- EXERCISE AIM: In the copy you make, keep each entry exactly as it is and leave out all images.

┄┄┄┄┄┄┄┄┄┄

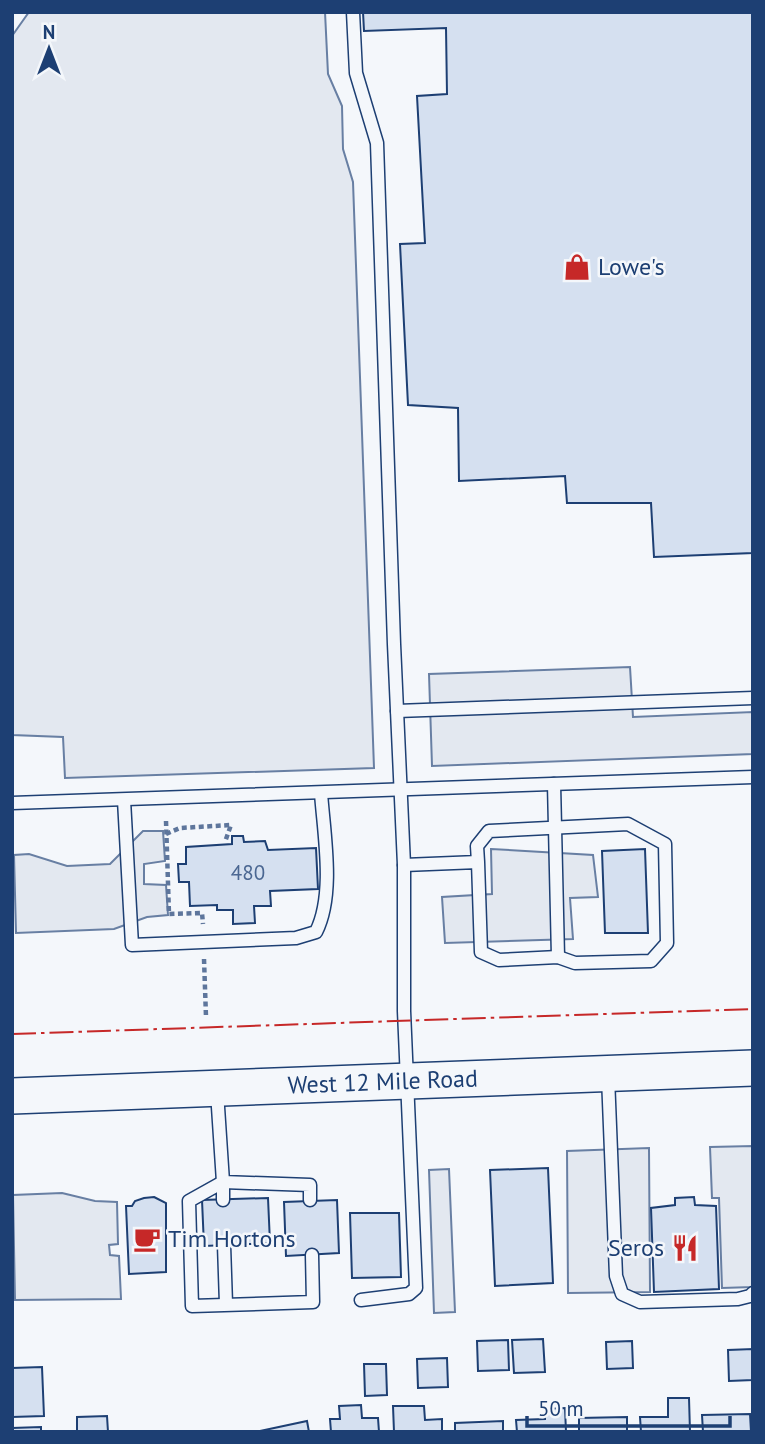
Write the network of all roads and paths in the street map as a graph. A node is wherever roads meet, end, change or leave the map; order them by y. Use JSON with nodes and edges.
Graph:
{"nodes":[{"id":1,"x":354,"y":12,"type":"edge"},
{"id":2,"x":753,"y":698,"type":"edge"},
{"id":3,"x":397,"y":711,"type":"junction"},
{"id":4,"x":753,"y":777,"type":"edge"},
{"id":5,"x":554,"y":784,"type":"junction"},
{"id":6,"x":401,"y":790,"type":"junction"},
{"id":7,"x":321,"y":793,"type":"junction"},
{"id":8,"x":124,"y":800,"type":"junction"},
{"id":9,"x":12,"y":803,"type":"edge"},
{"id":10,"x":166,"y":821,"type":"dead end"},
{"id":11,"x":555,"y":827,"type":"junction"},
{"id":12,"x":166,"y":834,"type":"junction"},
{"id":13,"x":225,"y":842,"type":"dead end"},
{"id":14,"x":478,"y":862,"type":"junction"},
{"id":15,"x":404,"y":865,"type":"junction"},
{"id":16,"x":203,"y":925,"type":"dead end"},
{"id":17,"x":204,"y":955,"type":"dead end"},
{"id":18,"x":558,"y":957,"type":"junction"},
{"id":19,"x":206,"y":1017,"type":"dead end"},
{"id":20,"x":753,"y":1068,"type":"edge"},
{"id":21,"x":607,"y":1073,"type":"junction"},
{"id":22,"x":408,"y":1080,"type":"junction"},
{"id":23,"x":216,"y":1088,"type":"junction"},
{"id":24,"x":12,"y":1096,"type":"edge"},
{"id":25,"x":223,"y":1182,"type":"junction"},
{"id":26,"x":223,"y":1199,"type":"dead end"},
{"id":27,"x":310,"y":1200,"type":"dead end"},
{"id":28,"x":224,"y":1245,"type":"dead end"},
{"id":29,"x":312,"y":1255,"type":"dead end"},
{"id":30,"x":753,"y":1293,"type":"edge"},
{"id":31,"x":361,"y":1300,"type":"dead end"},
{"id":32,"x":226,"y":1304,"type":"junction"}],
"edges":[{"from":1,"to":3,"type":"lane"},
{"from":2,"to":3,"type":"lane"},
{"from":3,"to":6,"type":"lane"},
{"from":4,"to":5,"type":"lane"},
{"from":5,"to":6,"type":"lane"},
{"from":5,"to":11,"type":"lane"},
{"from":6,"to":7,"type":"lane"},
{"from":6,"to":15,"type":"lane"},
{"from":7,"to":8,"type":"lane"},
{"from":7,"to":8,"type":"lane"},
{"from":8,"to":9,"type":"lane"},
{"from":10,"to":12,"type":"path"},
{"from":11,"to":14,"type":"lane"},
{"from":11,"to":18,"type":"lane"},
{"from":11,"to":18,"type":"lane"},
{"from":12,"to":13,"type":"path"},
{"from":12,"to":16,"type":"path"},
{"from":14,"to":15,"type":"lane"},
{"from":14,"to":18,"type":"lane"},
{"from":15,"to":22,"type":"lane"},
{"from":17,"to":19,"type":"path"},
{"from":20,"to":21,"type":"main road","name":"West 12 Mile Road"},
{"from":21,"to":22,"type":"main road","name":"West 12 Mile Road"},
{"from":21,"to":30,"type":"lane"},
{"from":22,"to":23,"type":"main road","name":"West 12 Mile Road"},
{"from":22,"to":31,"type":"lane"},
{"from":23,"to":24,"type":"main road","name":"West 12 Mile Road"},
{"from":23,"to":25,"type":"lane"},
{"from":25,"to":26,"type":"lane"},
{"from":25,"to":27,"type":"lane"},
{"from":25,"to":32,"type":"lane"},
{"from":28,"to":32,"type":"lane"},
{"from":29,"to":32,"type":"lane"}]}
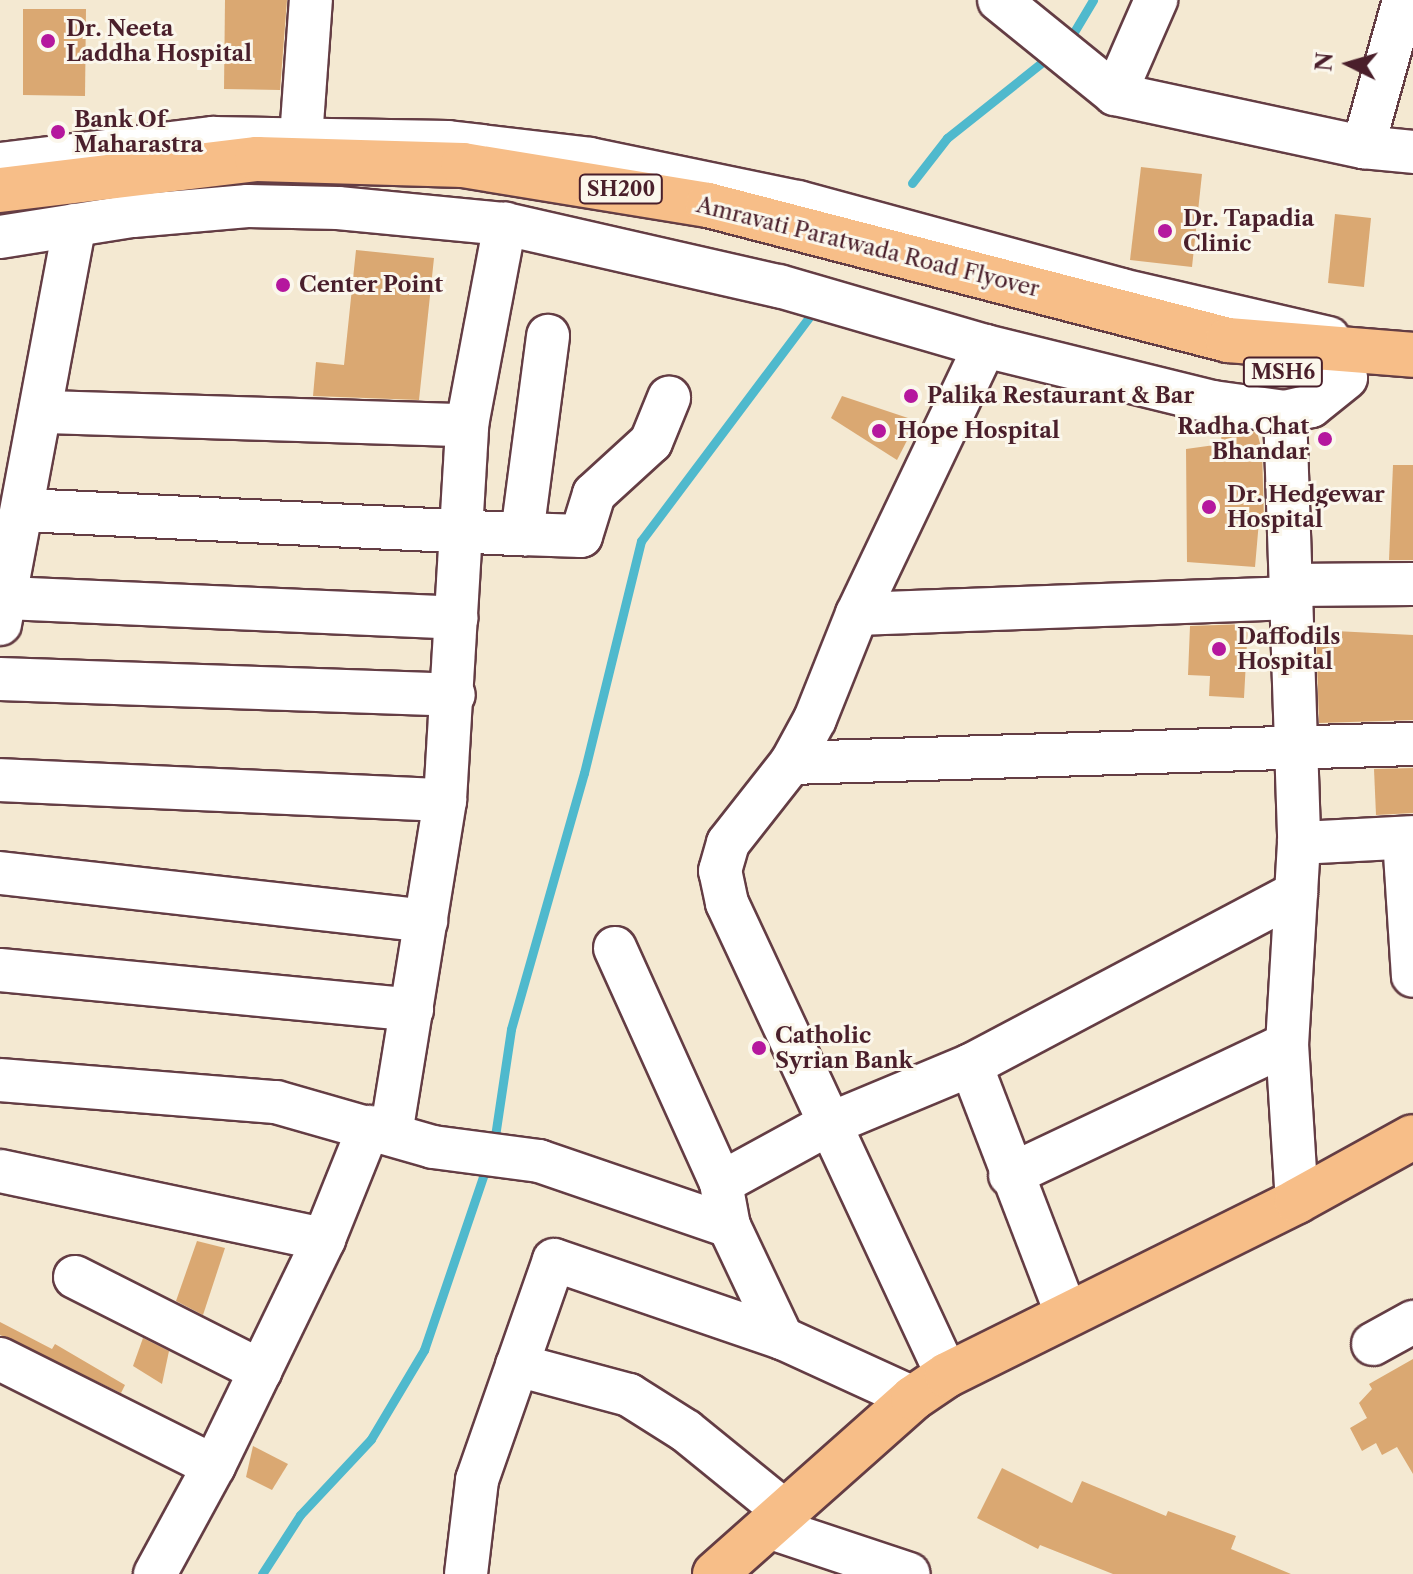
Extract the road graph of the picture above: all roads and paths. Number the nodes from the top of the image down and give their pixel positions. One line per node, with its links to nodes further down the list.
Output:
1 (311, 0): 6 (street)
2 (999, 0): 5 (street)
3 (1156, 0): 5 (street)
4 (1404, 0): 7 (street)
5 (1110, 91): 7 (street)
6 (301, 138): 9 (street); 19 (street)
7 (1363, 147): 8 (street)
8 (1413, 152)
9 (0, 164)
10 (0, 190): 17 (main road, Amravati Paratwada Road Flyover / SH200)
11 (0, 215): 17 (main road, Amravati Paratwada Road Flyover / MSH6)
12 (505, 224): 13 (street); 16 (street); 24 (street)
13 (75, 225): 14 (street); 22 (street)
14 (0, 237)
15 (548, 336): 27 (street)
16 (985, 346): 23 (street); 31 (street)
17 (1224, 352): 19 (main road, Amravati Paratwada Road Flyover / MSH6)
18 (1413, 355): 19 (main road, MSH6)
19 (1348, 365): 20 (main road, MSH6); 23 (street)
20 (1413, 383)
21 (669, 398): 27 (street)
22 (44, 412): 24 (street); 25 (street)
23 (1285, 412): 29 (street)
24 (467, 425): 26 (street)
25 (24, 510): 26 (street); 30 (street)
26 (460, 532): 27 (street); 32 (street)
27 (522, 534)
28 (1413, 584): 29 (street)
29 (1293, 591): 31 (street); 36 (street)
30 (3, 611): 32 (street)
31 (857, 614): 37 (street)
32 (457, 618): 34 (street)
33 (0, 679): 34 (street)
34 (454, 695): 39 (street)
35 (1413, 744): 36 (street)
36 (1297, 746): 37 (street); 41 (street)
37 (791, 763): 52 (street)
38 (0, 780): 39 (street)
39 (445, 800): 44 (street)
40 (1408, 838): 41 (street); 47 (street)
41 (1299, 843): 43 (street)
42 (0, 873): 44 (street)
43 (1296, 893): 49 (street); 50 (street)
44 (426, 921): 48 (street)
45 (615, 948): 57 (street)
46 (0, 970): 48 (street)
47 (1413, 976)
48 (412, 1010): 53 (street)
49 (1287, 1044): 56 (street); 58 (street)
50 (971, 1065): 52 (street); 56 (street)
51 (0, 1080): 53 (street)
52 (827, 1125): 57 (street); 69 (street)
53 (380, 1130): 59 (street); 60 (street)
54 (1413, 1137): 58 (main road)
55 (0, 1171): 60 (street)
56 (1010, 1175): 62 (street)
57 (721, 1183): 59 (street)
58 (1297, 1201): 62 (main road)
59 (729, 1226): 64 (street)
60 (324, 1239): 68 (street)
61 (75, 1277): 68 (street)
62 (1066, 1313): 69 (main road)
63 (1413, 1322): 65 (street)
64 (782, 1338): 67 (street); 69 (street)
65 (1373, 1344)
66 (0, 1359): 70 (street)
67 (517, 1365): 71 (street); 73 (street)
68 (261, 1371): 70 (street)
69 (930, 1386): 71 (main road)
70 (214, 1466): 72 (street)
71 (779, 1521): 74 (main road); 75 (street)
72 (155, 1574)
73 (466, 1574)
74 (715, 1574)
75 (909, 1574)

┄┄┄┄┄┄┄┄┄┄

- SOLUTION BELOW:
Write the network of all roads and paths in the street map as a graph. A node is wherever roads meet, end, change or leave the map; order them by y. Use JSON with nodes and edges.
Graph:
{"nodes":[{"id":1,"x":354,"y":12,"type":"edge"},
{"id":2,"x":753,"y":698,"type":"edge"},
{"id":3,"x":397,"y":711,"type":"junction"},
{"id":4,"x":753,"y":777,"type":"edge"},
{"id":5,"x":554,"y":784,"type":"junction"},
{"id":6,"x":401,"y":790,"type":"junction"},
{"id":7,"x":321,"y":793,"type":"junction"},
{"id":8,"x":124,"y":800,"type":"junction"},
{"id":9,"x":12,"y":803,"type":"edge"},
{"id":10,"x":166,"y":821,"type":"dead end"},
{"id":11,"x":555,"y":827,"type":"junction"},
{"id":12,"x":166,"y":834,"type":"junction"},
{"id":13,"x":225,"y":842,"type":"dead end"},
{"id":14,"x":478,"y":862,"type":"junction"},
{"id":15,"x":404,"y":865,"type":"junction"},
{"id":16,"x":203,"y":925,"type":"dead end"},
{"id":17,"x":204,"y":955,"type":"dead end"},
{"id":18,"x":558,"y":957,"type":"junction"},
{"id":19,"x":206,"y":1017,"type":"dead end"},
{"id":20,"x":753,"y":1068,"type":"edge"},
{"id":21,"x":607,"y":1073,"type":"junction"},
{"id":22,"x":408,"y":1080,"type":"junction"},
{"id":23,"x":216,"y":1088,"type":"junction"},
{"id":24,"x":12,"y":1096,"type":"edge"},
{"id":25,"x":223,"y":1182,"type":"junction"},
{"id":26,"x":223,"y":1199,"type":"dead end"},
{"id":27,"x":310,"y":1200,"type":"dead end"},
{"id":28,"x":224,"y":1245,"type":"dead end"},
{"id":29,"x":312,"y":1255,"type":"dead end"},
{"id":30,"x":753,"y":1293,"type":"edge"},
{"id":31,"x":361,"y":1300,"type":"dead end"},
{"id":32,"x":226,"y":1304,"type":"junction"}],
"edges":[{"from":1,"to":3,"type":"lane"},
{"from":2,"to":3,"type":"lane"},
{"from":3,"to":6,"type":"lane"},
{"from":4,"to":5,"type":"lane"},
{"from":5,"to":6,"type":"lane"},
{"from":5,"to":11,"type":"lane"},
{"from":6,"to":7,"type":"lane"},
{"from":6,"to":15,"type":"lane"},
{"from":7,"to":8,"type":"lane"},
{"from":7,"to":8,"type":"lane"},
{"from":8,"to":9,"type":"lane"},
{"from":10,"to":12,"type":"path"},
{"from":11,"to":14,"type":"lane"},
{"from":11,"to":18,"type":"lane"},
{"from":11,"to":18,"type":"lane"},
{"from":12,"to":13,"type":"path"},
{"from":12,"to":16,"type":"path"},
{"from":14,"to":15,"type":"lane"},
{"from":14,"to":18,"type":"lane"},
{"from":15,"to":22,"type":"lane"},
{"from":17,"to":19,"type":"path"},
{"from":20,"to":21,"type":"main road","name":"West 12 Mile Road"},
{"from":21,"to":22,"type":"main road","name":"West 12 Mile Road"},
{"from":21,"to":30,"type":"lane"},
{"from":22,"to":23,"type":"main road","name":"West 12 Mile Road"},
{"from":22,"to":31,"type":"lane"},
{"from":23,"to":24,"type":"main road","name":"West 12 Mile Road"},
{"from":23,"to":25,"type":"lane"},
{"from":25,"to":26,"type":"lane"},
{"from":25,"to":27,"type":"lane"},
{"from":25,"to":32,"type":"lane"},
{"from":28,"to":32,"type":"lane"},
{"from":29,"to":32,"type":"lane"}]}
Extract the road graph of the picture above: all roads and paths. Number the nodes from the top of the image down and give their pixel positions. One line per node, with its links to nodes further down the list.
Output:
1 (311, 0): 6 (street)
2 (999, 0): 5 (street)
3 (1156, 0): 5 (street)
4 (1404, 0): 7 (street)
5 (1110, 91): 7 (street)
6 (301, 138): 9 (street); 19 (street)
7 (1363, 147): 8 (street)
8 (1413, 152)
9 (0, 164)
10 (0, 190): 17 (main road, Amravati Paratwada Road Flyover / SH200)
11 (0, 215): 17 (main road, Amravati Paratwada Road Flyover / MSH6)
12 (505, 224): 13 (street); 16 (street); 24 (street)
13 (75, 225): 14 (street); 22 (street)
14 (0, 237)
15 (548, 336): 27 (street)
16 (985, 346): 23 (street); 31 (street)
17 (1224, 352): 19 (main road, Amravati Paratwada Road Flyover / MSH6)
18 (1413, 355): 19 (main road, MSH6)
19 (1348, 365): 20 (main road, MSH6); 23 (street)
20 (1413, 383)
21 (669, 398): 27 (street)
22 (44, 412): 24 (street); 25 (street)
23 (1285, 412): 29 (street)
24 (467, 425): 26 (street)
25 (24, 510): 26 (street); 30 (street)
26 (460, 532): 27 (street); 32 (street)
27 (522, 534)
28 (1413, 584): 29 (street)
29 (1293, 591): 31 (street); 36 (street)
30 (3, 611): 32 (street)
31 (857, 614): 37 (street)
32 (457, 618): 34 (street)
33 (0, 679): 34 (street)
34 (454, 695): 39 (street)
35 (1413, 744): 36 (street)
36 (1297, 746): 37 (street); 41 (street)
37 (791, 763): 52 (street)
38 (0, 780): 39 (street)
39 (445, 800): 44 (street)
40 (1408, 838): 41 (street); 47 (street)
41 (1299, 843): 43 (street)
42 (0, 873): 44 (street)
43 (1296, 893): 49 (street); 50 (street)
44 (426, 921): 48 (street)
45 (615, 948): 57 (street)
46 (0, 970): 48 (street)
47 (1413, 976)
48 (412, 1010): 53 (street)
49 (1287, 1044): 56 (street); 58 (street)
50 (971, 1065): 52 (street); 56 (street)
51 (0, 1080): 53 (street)
52 (827, 1125): 57 (street); 69 (street)
53 (380, 1130): 59 (street); 60 (street)
54 (1413, 1137): 58 (main road)
55 (0, 1171): 60 (street)
56 (1010, 1175): 62 (street)
57 (721, 1183): 59 (street)
58 (1297, 1201): 62 (main road)
59 (729, 1226): 64 (street)
60 (324, 1239): 68 (street)
61 (75, 1277): 68 (street)
62 (1066, 1313): 69 (main road)
63 (1413, 1322): 65 (street)
64 (782, 1338): 67 (street); 69 (street)
65 (1373, 1344)
66 (0, 1359): 70 (street)
67 (517, 1365): 71 (street); 73 (street)
68 (261, 1371): 70 (street)
69 (930, 1386): 71 (main road)
70 (214, 1466): 72 (street)
71 (779, 1521): 74 (main road); 75 (street)
72 (155, 1574)
73 (466, 1574)
74 (715, 1574)
75 (909, 1574)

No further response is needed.